Mais ce qui nous intéresse ici, c’est évidemment l’initiation tribale parce que, d’une certaine façon, elle est la plus complète.

2. L’initiation traditionnelle

Dans les formes que ces initiations prennent il y a des éléments communs, et qui sont souvent des expressions de la culture de la tribu puisque la tribu, d’une certaine façon, se met en scène dans l’initiation. C’est une liturgie identitaire, au sens fort du terme, puisque c’est la transmission de l’identité communautaire elle-même !

Ces éléments sont les suivants :
1) le repérage d’un terrain sacré, qui souvent est une sorte d’icône du cosmos de la tribu
2) la séparation temporelle : il y a un avant et un après l’initiation ; l’avant c’est l’enfant, l’après c’est l’adulte. Et la séparation est nette, drastique
3) un moment de retraite, un moment où on est isolé de la vie ordinaire et où on macère pendant un temps assez long, justement dans l’espace sacré et dans un temps hors du temps : ce n’est pas le temps des activités quotidiennes, profanes, c’est un autre temps, c’est le temps des ancêtres.
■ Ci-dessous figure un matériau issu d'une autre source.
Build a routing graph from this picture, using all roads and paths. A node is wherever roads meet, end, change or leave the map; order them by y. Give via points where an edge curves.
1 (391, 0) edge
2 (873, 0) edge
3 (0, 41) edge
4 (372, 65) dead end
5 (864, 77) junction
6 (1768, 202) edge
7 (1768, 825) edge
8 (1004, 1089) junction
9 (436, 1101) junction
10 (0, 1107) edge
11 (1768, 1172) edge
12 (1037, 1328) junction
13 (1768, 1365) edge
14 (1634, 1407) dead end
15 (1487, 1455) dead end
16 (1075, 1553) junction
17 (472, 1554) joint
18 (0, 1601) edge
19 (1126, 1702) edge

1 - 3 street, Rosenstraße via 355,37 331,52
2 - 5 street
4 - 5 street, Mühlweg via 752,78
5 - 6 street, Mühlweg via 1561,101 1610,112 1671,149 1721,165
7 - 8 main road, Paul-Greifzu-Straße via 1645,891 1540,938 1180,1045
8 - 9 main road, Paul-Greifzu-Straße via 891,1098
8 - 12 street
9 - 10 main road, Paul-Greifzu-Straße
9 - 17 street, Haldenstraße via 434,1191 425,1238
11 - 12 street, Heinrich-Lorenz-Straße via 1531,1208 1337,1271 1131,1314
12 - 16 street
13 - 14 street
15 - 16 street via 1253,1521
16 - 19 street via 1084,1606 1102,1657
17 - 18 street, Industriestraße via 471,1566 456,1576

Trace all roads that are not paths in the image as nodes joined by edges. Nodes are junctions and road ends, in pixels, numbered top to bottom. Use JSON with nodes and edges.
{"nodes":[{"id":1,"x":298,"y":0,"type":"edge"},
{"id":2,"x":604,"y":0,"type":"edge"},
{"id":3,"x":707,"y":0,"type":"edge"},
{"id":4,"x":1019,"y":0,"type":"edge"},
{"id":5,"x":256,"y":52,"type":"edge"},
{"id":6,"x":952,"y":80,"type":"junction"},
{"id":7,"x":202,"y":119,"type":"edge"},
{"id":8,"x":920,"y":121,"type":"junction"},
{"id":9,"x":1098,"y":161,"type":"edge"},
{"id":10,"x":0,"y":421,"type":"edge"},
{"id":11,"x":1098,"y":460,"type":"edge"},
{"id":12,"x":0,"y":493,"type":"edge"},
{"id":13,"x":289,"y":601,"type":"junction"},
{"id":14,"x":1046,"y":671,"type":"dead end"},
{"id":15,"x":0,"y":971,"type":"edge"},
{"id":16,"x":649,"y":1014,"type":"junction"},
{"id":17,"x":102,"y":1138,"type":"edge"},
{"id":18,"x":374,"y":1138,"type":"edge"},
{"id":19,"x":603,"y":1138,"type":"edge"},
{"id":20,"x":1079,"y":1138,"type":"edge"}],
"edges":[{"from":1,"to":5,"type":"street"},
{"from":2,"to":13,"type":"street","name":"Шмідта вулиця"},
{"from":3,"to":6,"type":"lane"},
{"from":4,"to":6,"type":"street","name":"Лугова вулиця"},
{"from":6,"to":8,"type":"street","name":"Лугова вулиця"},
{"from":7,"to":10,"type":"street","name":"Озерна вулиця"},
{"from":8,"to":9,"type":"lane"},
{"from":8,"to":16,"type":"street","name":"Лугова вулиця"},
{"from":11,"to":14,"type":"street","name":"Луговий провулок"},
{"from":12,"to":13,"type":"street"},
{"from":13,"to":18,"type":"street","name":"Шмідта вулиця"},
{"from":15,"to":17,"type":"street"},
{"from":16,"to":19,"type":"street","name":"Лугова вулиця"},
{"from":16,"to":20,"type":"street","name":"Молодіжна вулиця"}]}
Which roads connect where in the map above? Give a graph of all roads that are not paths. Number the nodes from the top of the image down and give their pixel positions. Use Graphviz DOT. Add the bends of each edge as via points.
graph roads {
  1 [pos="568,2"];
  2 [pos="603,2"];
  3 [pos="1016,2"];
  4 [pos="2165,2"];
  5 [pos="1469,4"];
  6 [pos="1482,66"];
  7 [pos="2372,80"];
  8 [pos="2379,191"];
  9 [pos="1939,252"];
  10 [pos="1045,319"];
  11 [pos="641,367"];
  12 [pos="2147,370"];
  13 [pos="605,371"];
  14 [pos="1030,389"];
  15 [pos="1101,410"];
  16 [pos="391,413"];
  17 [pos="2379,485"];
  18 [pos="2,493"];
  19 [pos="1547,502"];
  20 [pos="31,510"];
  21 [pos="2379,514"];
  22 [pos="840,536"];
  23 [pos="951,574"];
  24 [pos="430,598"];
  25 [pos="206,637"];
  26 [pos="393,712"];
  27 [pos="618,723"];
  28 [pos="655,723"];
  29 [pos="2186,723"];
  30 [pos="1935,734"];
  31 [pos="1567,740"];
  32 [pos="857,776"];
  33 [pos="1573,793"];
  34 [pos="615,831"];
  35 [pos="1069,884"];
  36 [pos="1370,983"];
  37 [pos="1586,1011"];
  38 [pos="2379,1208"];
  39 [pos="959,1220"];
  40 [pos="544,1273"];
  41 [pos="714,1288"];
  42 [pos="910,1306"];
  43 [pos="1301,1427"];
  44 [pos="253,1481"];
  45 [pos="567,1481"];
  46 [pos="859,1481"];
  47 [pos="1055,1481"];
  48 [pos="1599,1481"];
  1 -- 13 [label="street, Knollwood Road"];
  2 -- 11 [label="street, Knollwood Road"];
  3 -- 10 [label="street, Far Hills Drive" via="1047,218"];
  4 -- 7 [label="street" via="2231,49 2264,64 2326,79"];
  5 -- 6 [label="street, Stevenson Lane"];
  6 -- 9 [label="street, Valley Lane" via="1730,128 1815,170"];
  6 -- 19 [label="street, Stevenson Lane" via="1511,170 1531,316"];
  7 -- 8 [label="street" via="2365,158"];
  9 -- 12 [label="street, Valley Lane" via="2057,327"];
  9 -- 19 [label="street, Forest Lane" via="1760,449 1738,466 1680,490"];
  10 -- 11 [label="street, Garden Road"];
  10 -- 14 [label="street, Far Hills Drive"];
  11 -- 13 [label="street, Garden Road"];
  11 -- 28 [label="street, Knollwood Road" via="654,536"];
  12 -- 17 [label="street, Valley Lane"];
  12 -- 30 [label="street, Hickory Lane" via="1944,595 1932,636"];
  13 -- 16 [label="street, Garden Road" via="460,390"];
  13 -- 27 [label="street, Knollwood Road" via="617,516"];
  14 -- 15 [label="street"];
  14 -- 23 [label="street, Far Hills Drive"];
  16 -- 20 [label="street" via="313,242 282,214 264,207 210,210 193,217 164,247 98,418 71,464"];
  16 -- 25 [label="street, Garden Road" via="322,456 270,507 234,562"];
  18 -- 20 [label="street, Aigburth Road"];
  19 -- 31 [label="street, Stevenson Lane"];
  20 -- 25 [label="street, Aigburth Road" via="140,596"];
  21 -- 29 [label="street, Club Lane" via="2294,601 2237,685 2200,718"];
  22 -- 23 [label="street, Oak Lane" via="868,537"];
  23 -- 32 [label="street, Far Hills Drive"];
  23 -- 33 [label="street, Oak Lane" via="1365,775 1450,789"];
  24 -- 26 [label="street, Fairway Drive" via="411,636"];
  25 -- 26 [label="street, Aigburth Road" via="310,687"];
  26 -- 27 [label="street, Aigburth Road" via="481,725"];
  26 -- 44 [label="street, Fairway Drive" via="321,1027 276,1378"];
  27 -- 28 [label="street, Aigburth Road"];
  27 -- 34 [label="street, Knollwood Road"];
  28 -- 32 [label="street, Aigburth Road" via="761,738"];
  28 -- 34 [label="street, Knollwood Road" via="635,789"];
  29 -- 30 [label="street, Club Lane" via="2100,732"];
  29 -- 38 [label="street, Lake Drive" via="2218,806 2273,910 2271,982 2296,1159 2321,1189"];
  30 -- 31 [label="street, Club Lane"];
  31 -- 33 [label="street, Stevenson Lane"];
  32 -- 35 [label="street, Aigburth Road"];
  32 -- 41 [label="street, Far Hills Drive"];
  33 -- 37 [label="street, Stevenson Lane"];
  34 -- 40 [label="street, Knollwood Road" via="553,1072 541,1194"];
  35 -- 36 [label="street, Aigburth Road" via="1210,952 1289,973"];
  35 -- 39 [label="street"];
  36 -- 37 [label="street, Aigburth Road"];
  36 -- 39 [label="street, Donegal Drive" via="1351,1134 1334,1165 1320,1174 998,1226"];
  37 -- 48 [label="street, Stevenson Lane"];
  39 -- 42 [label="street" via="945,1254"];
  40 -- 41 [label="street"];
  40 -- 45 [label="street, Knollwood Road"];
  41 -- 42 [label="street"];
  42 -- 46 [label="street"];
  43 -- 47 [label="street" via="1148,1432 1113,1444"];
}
Et pendant cette retraite, justement, on va vivre comme si on était contemporain des ancêtres, comme si on revivait ce que les ancêtres ont vécu
4) il y a toute une série d’enseignements, de transmission de savoirs, qui font partie de l’initiation et qui assurent la culture commune, le code commun que l’on doit partager au minimum pour être reconnu comme élément intégré à la société des adultes : l’ édification d’un savoir commun ; ça peut être des légendes, ça peut être des traditions historiques, ça peut être des mythes, et c’est principalement des mythes !... les mythes étant, précisément, les récits, non pas légendaires (les légendes sont les récits héroïques), mais les récits de création du monde… Si on va transmettre le goût du monde, le goût de la vie, il faut savoir comment s’y repérer, sur quels rythmes il fonctionne… il faut repérer les fondamentaux du cosmos dans lequel on est
5) des épreuves. Ce qui veut dire qu’on entre dans le monde à un autre niveau ; on y est déjà, mais on y est jusque là comme des consommateurs ; maintenant on va y entrer comme des acteurs. Et c’est tout le problème : c’est comment passer d’un stade ludique, -l’enfance- un stade qui se contente simplement de bénéficier du monde, à un stade où on prend en charge le monde, c’est-à-dire où on devient soi-même, on rejoint soi-même un seuil qualitatif de transmetteur à son tour… transmetteur de légendes, transmetteur de mythes, de transmetteur de vie !... la sexualité, évidemment, va être concernée au premier chef par l’épreuve ! Or, pour ça, il faut justement que l’on prouve (épreuve) que l’on est capable de devenir responsable de ce que l’on reçoit… Donc, il faut manifester une force intérieure, un courage… il faut du courage pour être ancêtre, pour être humain ! On ne peut plus se contenter de consommer les choses, il faut maintenant les produire, et les produire dans un certain sens… ça veut dire qu’il faut se retrousser les manches et mouiller sa chemise !... C’est le sens même de l’épreuve…
6) l’aboutissement de l’épreuve, c’est le sacrifice d’un bout de soi… c’est-à-dire la circoncision… Alors, la circoncision n’a rien d’une épreuve douloureuse ! en tout cas, elle peut se faire sous calmant… La question est de marquer ainsi son appartenance à un monde sacré : la sexualité n’est plus une affaire ludique, elle devient une affaire cosmique, et il faut offrir de soi pour l’exprimer. Ça, c’est fondamental : on doit offrir son être ! tout au moins un petit bout de soi !... et ce « petit bout » est le plus significatif, en l’occurrence ; au moment de la puberté, la circoncision va marquer le seuil de la maturité et l’entrer dans l’exercice de la sexualité.
7) le retour à la vie normale. Après s’être isolé dans un espace et un temps particulier, il faut revenir ! Moment délicat où il faut à la fois marquer sa différence et en même temps se remettre au boulot normal, profane,… ré enclencher le processus de la normalité mais en marquant le seuil qualitatif qu’on a franchi
8) la fête ! le corps social accueille le « nouveau né »… Parce qu’il s’agit véritablement d’une nouvelle naissance. D’ailleurs, certaines initiations vont symboliser dramatiquement que c’est une nouvelle naissance en jouant la mort et en jouant la résurrection. C’est peut-être un des rites les plus émouvants de ces liturgies : c’est le pressentiment que la vie est ce passage de la mort à la vie… et pas de la vie à la mort ! C’est vraiment à l’inverse de nos mentalités existentialistes athées : la vie ne nous mène pas au trou ! Nous sommes sortis d’un trou pour aller à une vie supérieure…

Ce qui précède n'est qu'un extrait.